No, unfortunately I haven't thought too hard on it and I have limited
coding skills to even know what can be done.  I just know that as soon
as I try to explain to coworkers how I add things their eyes sort of
glaze and they wander off to do something else.

> Have you taken a look at the Eclipse plugin? This is a (very early
> development) of a GUI application for editing of things like site.xml.
> It works, but is a long way from perfect.

I have installed Eclipse but never seem to have time to play around with
it or our plugins.  We don't have any need for Eclipse so it doesn't fit
into any other work I do.  I'll try to make time to check it out.

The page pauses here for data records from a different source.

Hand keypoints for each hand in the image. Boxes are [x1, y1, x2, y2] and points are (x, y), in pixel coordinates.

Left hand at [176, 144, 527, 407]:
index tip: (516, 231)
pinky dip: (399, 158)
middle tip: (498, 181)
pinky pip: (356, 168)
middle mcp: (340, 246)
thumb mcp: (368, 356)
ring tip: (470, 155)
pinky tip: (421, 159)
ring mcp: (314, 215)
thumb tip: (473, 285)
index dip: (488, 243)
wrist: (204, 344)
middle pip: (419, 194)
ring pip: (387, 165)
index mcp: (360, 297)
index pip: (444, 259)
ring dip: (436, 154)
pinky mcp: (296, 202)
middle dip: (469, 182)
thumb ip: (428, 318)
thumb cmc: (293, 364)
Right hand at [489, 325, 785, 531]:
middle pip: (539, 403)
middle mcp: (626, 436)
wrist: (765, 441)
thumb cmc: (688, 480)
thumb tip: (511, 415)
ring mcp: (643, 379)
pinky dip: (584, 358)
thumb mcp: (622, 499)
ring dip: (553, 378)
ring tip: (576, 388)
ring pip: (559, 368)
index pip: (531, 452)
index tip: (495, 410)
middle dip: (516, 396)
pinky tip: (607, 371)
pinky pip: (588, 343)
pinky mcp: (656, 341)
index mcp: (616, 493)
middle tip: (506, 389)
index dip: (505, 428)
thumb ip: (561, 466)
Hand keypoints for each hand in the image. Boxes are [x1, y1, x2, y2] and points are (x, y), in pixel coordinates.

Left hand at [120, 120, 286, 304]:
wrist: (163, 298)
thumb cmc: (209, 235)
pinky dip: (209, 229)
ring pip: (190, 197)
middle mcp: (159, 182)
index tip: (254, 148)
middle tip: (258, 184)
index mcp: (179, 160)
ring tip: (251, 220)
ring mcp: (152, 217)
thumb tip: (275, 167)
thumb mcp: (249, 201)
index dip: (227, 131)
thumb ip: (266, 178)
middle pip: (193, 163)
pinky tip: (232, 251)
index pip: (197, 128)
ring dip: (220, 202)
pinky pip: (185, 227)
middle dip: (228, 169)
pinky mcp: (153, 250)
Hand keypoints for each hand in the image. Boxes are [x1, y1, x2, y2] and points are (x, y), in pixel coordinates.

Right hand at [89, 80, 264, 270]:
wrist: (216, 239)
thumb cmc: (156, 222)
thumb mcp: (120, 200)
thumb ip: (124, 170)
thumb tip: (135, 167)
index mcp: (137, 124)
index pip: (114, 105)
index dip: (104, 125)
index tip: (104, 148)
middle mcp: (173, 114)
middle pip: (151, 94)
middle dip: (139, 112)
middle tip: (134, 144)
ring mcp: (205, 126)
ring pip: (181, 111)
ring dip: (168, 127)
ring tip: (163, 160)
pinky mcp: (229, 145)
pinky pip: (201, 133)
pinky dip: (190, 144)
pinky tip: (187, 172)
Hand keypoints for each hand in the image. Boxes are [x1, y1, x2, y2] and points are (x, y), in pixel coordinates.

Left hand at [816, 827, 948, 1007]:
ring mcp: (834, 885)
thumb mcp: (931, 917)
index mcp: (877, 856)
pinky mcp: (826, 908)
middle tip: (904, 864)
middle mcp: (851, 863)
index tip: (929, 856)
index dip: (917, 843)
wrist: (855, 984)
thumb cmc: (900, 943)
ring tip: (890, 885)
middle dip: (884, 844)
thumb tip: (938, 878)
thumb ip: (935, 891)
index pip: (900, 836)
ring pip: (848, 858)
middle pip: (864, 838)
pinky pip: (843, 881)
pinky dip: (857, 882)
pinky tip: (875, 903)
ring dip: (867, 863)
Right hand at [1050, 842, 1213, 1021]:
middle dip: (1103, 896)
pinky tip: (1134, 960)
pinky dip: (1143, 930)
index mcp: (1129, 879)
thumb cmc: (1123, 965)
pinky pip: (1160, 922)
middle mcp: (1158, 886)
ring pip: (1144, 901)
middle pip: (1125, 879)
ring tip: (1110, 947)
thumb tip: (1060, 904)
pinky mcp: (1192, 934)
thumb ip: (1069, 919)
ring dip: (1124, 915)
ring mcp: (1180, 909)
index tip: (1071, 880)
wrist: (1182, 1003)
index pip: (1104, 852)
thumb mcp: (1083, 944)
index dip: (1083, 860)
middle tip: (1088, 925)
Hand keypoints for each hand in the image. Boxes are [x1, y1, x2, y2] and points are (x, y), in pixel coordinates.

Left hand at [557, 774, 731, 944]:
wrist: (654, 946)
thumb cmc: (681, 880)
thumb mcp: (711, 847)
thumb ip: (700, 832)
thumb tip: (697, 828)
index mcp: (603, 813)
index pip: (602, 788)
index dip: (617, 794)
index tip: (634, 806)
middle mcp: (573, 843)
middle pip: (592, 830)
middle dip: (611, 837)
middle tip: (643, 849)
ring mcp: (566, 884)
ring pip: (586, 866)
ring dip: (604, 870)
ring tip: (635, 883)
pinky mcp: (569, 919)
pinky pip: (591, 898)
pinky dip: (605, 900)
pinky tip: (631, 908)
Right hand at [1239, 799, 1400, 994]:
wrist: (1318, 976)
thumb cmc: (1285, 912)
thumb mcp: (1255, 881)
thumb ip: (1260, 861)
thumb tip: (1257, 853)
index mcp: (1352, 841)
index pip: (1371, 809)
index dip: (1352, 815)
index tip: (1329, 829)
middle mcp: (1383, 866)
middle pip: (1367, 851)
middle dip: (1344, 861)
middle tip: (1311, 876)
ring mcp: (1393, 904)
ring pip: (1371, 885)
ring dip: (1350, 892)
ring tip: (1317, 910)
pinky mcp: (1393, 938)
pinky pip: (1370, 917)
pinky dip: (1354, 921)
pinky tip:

> The biggest hurdle to its use is that it requires an Eclipse
> installation, although it is possible to build a standalone
> application for it.
>> - Emphasis and stupid clear instructions on document plugins
>> (DocBook, OpenOffice)
>> - Emphasis and stupid clear instructions on Forrestbot
> >
>> By stupid clear, I mean so that someone with little XML and Forrest
>> experience can understand at least half of what you are saying and
>> not be intimidated to at least try.
> Yes, docs are important and are the hardest things to create. The
> problem is that to write them you need to have the inclination to make
> them "stupid clear", unfortunately most of the devs don't have such a
> drive.
> All help is welcome, and newcomers to Forrest are in the best position
> to write these stupid clear docs - with help and guidance from the
> devs of course.
> Ross

Well I do have an itch for stupid clear docs.  I did submit the
beginnings (mostly completed) of stupid clear docs for installing
Forrest - FOR-699 (  The
way I envision documentation though is to actually have a cohesive,
comprehensive manual.  I know this has been talked about before on the
list and we were looking at perhaps really hammering this out at
ApacheCon in San Diego, but it looks like a documentathon may not really
happen since not many will make it (I'm now leaning towards not being
able to go either).

So perhaps, for those of us who are interested, we should start
discussing a larger plan for documentation and the creation of a new
user "Intro to Forrest" that is basic and step-by-step.  Of course this
kind of project can be tricky since Forrest dev moves so quickly. 
Anyway, as we move closer to 1.0 release we do need to make the docs
easier to use and understand for users who are brand new to the whole
concept of what Forrest does and how.

As for the two main things on docs I listed above, I still don't grasp
Forrestbot well enough to feel like I could write the docs well.  I can
make it work but I don't have the time to really understand what exactly
it is doing.  If you look at the Forrestbot doc we have now, I put in
lots of fix me's on things I don't get.